Этих, наверное, первыми в корзину отправляете?

Часто да, если это, конечно, не какой-нибудь уникум. А какой смысл? Если на те же деньги согласны магистры из престижных вузов, уже более зрелые и подготовленные. При этом рынок юруслуг продолжает падать, вот уже второй год как.

Два года?! Я думал, только начал.

Нет, давно уже. Как начали иностранцы уходить с рынка. По разным причинам: кто-то по политическим, из-за санкций, а кто-то чисто по экономическим. Произошло резкое падение уровня жизни и платежеспособности населения в России, за ним резко упал потребительский спрос, девальвация и инфляция усугубили ситуацию, народ стал экономить. Поэтому многие иностранцы пошли «на выход», пусть может и временно, но это инвестиции, которые в очень приличных объемах утекают с нашего рынка, в то время, когда они очень нужны. Кроме того, в силу ухудшения экономической ситуации подняли снова голову рейдеры и различные мошенники с криминальным прошлым. Начинают реализовывать проекты с инструментарием из 90-х: с подделками документов, с рейдерскими атаками, с переписыванием реестров акционеров и недвижимости, что тоже не добавляет позитива, особенно для иностранцев. А они, как правило, менее защищены и подготовлены к такому поведению третьих лиц.

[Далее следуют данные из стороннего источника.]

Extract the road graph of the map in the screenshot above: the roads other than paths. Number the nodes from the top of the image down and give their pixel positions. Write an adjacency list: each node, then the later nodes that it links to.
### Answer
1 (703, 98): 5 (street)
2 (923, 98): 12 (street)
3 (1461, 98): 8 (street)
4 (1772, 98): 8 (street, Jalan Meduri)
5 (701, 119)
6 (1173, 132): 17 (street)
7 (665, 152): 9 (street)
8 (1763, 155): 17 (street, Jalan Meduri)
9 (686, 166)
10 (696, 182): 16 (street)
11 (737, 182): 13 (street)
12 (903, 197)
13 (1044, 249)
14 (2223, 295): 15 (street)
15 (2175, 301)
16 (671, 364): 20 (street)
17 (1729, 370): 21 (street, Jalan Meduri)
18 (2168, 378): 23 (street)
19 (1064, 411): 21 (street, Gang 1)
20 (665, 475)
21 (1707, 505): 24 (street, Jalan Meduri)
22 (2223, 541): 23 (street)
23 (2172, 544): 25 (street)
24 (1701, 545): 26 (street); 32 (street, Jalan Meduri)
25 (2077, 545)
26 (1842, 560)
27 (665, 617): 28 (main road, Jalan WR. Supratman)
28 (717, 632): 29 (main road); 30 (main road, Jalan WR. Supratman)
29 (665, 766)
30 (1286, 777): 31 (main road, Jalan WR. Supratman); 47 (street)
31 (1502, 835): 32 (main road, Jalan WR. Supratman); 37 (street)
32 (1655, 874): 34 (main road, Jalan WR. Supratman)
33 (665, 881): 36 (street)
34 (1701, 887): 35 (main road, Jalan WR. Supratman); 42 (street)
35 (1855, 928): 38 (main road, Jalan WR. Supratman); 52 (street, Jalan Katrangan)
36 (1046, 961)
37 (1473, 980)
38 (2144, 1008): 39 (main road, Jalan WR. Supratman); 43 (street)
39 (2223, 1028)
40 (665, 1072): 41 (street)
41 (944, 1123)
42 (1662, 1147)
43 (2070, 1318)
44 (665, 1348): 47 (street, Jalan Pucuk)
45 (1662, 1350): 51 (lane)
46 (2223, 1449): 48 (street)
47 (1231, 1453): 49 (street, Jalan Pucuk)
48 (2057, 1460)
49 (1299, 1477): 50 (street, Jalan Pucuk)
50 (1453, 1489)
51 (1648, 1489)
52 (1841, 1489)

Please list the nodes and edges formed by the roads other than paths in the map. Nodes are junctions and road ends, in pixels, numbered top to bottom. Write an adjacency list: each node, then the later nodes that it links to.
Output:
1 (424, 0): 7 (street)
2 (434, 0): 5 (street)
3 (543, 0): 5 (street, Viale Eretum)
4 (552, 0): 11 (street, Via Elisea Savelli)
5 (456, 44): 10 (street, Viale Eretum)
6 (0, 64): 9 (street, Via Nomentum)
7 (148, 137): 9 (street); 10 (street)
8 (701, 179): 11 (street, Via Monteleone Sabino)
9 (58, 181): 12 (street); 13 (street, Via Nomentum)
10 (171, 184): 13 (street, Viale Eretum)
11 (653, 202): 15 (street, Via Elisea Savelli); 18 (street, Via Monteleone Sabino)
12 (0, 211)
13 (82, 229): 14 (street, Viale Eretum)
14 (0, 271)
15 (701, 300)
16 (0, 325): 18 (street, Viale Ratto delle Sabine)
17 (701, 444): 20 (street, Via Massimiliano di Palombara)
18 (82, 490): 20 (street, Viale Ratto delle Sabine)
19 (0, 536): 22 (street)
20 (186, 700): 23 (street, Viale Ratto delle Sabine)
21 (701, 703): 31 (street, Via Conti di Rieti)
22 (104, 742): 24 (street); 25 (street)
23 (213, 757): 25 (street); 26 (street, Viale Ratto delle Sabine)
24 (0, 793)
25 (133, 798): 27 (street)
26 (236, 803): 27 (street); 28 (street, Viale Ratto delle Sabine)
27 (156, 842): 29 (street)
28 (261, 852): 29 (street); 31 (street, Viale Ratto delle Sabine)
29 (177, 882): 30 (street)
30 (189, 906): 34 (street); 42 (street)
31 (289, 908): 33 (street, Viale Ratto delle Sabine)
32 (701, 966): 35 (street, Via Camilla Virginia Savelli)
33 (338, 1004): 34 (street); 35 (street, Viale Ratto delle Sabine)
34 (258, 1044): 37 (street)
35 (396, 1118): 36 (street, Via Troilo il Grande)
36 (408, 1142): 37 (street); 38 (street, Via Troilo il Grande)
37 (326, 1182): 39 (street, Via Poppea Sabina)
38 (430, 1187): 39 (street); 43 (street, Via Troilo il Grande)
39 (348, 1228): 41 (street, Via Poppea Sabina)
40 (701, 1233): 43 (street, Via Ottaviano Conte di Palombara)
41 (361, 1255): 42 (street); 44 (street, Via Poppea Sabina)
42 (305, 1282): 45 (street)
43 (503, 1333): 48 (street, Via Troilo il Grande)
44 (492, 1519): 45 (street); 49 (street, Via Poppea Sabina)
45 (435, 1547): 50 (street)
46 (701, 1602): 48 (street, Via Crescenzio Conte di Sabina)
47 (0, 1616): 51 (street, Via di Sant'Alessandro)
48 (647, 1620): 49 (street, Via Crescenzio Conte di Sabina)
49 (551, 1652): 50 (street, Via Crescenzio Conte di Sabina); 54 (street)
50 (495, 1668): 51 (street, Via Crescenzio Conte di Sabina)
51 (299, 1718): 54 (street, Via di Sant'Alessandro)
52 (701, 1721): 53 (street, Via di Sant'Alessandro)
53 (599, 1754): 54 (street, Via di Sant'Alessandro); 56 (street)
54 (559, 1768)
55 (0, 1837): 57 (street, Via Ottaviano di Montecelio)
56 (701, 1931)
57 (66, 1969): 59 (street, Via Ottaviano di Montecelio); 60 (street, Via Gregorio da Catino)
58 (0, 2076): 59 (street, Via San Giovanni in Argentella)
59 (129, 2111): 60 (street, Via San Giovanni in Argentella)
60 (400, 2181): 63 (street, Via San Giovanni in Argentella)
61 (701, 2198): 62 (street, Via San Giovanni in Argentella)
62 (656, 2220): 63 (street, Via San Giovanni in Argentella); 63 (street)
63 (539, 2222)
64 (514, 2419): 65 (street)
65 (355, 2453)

О, я тоже тут узнал одну очень некрасивую историю, с Катерпилларом. Дорогущую технику в лизинг сдавали, цены в иностранной валюте. Потом сбой и расторжение договора лизинга, технику вернули, договорились, по какой цене. Те продали технику по этой цене, дальше уступка лизингополучателем своего требования «о возврате выкупной цены» какой-то юридической конторе, иск от нее к лизингодателю и итог — взыскали с лизингодателя сумму, превышающую ту, которую ему заплатил лизингополучатель. Ни техники, ни денег. Бизнес по-русски!. Это уже арбитражная система. И кассация отказалась приостанавливать исполнение. Цена вопроса — миллиард, кажется. Был бы я иностранцем, уже бы начал лыжи складывать.

С другой стороны, я со своим хорошим знакомым из Германии недавно встречался, он говорит, что никуда они не денутся, все только и ждут, чтобы вернуться.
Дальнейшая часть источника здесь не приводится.